# Citizen Weather, o gradual reconhecimento das estações amadoras



## Vince (26 Jan 2008 às 00:30)

O Hotspot já tinha falado num tópico do Citizen Weather Observer Program (CWOP) dos EUA, mas que aceita dados de qualquer outro local. 

*Links:*
http://www.wxqa.com/
http://mywebpages.comcast.net/dshelms/cwop.html

Vale a pena falar disto mais um pouco. O CWOP é mais uma rede meteorológica de estações amadoras como outras (Weather Underground, Meteoclimatic, etc) mas com uma diferença fundamental: os dados desta rede já estão a ser utilizados por entidades oficiais para variados fins, inclusive para alimentar modelos e previsões ou seguimento de situações meteorológicas importantes.

Obviamente que os mais puristas ficam chocados com tal cenário, mas isto tem uma explicação simples. Os norte americanos conscientes do valor de uma extensa rede, mesmo sendo particular/amadora, resolveram de forma muito simples o problema. 

A NOAA tem um sistema denominado MADIS (Meteorological Assimilation Data Ingest System) que é um sistema informático poderoso que recebe variados dados de variadas fontes.
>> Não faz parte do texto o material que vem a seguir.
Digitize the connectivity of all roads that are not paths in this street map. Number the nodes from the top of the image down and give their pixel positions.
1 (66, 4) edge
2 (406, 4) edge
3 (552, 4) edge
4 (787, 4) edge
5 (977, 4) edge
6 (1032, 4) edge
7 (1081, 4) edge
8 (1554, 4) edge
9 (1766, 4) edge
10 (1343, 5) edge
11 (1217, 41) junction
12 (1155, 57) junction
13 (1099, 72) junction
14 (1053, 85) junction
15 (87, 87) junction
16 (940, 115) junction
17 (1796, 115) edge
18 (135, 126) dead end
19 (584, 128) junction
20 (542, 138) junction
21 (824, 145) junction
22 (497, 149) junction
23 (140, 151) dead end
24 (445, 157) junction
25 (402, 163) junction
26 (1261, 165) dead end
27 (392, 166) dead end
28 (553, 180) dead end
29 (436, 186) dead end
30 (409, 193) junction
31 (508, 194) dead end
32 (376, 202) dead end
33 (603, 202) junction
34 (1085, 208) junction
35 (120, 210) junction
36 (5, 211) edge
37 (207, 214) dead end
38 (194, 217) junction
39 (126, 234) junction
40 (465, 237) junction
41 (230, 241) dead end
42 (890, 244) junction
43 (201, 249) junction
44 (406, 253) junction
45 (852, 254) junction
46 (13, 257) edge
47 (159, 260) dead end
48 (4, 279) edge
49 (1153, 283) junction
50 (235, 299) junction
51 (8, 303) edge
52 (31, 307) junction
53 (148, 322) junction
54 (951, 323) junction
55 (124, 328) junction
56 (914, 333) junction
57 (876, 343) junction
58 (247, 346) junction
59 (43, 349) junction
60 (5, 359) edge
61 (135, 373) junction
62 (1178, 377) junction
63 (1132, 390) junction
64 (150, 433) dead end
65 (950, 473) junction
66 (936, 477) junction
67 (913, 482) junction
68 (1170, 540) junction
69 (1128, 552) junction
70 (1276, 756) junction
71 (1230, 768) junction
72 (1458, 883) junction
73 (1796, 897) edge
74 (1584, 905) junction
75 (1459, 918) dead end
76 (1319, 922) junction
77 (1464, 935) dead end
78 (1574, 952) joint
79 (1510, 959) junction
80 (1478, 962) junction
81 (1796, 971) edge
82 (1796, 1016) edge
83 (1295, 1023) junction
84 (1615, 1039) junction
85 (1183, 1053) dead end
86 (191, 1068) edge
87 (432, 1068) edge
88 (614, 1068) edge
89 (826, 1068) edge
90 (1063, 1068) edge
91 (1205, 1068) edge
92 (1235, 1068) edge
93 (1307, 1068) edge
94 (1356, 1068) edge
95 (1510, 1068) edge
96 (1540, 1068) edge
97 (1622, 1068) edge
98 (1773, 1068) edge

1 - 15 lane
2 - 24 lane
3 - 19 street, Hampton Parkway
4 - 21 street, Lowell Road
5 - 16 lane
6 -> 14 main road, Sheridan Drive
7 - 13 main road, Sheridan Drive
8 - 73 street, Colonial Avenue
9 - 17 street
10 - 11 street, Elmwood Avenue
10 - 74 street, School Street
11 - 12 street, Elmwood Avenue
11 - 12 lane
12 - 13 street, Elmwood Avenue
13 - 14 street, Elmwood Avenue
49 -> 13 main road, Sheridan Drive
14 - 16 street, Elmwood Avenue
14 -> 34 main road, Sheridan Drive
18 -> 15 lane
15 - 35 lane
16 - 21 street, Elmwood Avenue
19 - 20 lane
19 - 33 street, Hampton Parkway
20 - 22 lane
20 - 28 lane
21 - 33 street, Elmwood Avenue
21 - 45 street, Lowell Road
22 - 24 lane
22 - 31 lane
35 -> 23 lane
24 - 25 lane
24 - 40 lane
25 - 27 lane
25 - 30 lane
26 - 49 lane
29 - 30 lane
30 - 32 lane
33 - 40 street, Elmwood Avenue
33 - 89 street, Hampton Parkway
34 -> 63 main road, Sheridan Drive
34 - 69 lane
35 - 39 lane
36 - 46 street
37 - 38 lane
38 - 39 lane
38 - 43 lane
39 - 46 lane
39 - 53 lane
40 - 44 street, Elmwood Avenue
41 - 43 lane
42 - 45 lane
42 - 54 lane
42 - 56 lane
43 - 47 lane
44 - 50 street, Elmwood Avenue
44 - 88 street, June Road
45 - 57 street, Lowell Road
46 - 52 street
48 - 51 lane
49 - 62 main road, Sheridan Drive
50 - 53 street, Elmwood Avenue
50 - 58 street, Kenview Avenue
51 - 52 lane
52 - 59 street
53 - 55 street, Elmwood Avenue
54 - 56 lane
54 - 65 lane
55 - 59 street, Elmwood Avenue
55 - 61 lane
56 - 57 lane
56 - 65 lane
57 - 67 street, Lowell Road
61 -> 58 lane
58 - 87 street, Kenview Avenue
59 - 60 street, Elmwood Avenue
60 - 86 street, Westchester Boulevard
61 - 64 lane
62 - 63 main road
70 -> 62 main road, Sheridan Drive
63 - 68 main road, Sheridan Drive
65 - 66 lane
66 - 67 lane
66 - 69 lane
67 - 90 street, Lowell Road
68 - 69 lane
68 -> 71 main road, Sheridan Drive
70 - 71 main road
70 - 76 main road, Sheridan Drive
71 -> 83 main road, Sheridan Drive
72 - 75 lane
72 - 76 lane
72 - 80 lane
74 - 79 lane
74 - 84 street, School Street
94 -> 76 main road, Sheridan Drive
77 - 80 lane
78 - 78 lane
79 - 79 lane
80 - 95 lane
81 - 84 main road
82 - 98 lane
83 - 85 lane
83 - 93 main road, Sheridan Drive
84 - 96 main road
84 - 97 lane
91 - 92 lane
Os dados das estações amadoras ligados ao CWOP entram no sistema MADIS onde são sujeitos a diversas validações e controlo de qualidade, que testam de forma intensiva a consistência e coerência de dados cruzando-os com outros. Uma vez validados, os dados ficam disponíveis para as entidades oficiais os utilizarem como quaisquer outros.

Se calhar é uma ideia para o IM ou outras entidades por cá também explorarem...



> *Citizen Weather Observer Program*
> In addition to professionally administered meteorological measurement networks, there are a large
> number of privately owned weather stations across the country. With the advent of the Internet and
> World Wide Web, many of the station owners have made their data widely available. With proper
> ...


----------



## abrantes (19 Fev 2008 às 00:55)

Muito bom saber disso!


----------



## HotSpot (19 Fev 2008 às 11:59)

O Sr. Mário Barros é devia pensar em inscrever-se aqui. E já agora no Meteoclimatic...


----------